Reviewing the film for The Hollywood Reporter back in May, David Rooney called Mars an “atmospheric chiller that unleashes zombie peril in space.” The mostly positive review found the script lacking at times, but the “unapologetically derivative sci-fi outing” was “reasonably gripping nonetheless.“
Magnet Releasing is giving director Ruairi Robinson’s outer space film five weeks on VOD in an effort to generate some buzz before its theatrical release in December. This is a similar distribution strategy to what Magnet’s parent company, Magnolia Pictures, recently tried with their heady sci-fi flick Mr. Nobody.
Two new films directed by James Franco, As I Lay Dying and Sal, hit theaters today, while they are simultaneously released across all VOD formats (both were available on iTunes all last week). Many think of Franco as a novice director, but the Oscar-nominated actor is already in production on his ninth feature film as a director.
Sal is a film about Sal Mineo, the actor of Rebel Without a Cause fame. Instead of the cradle-to-grave approach of many biopics, Franco and screenwriter Stacey Miller focus on the period immediately before Mineo’s untimely death in 1976, when he was stabbed to death on his walk home from rehearsals. Sal was Franco’s fifth feature and is similar to many of his other early films – shot extremely quickly and cheaply, with a loose narrative structure.

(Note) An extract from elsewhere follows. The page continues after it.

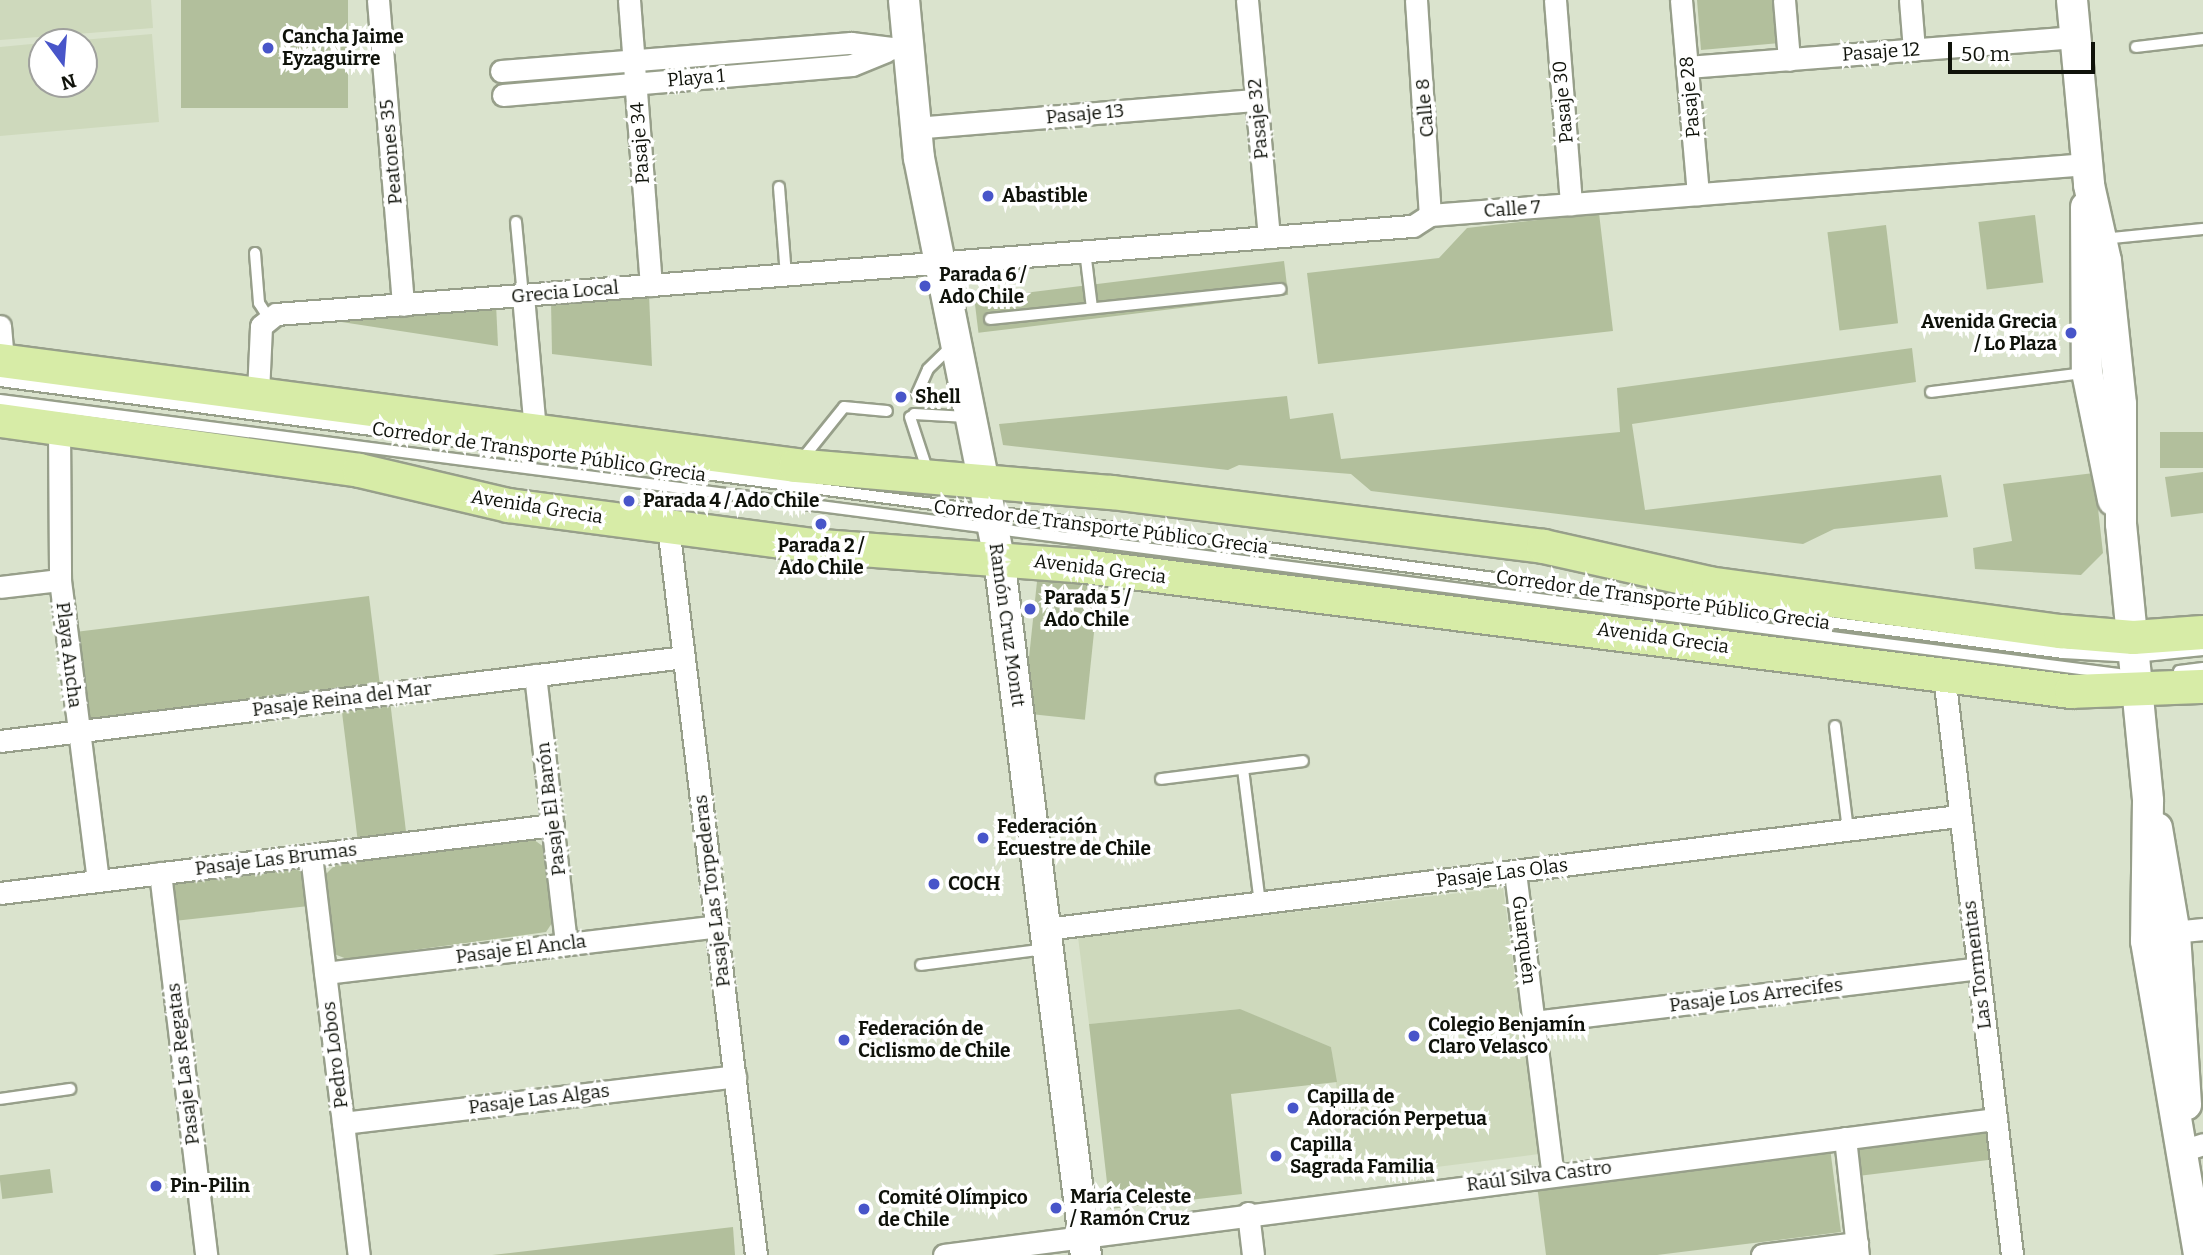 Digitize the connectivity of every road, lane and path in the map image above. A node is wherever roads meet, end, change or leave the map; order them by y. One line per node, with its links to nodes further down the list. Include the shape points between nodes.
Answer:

While reviews for As I Lay Dying are mixed, the film clearly shows Franco is growing as a director. His adaptation of William Faulkner has impressed many, including THR’s Todd McCarthy:
“James Franco has pulled off a devilishly difficult literary adaptation with this faithful yet cinematically vibrant version of William Faulkner’s As I Lay Dying. Like the multiple English master’s degree holder he is, Franco, with co-scripter Matt Roger, has wrestled to the ground the author’s fragmented, multi-voiced tale of the ordeal an impoverished Mississippi family endures to bury its matriarch and emerged with something many have tried but few have delivered, a worthy screen adaptation of Faulkner. A rarified art film all the way, one that will divide even brainy students and specialized cinema types, this is by a long way (Franco’s) best.”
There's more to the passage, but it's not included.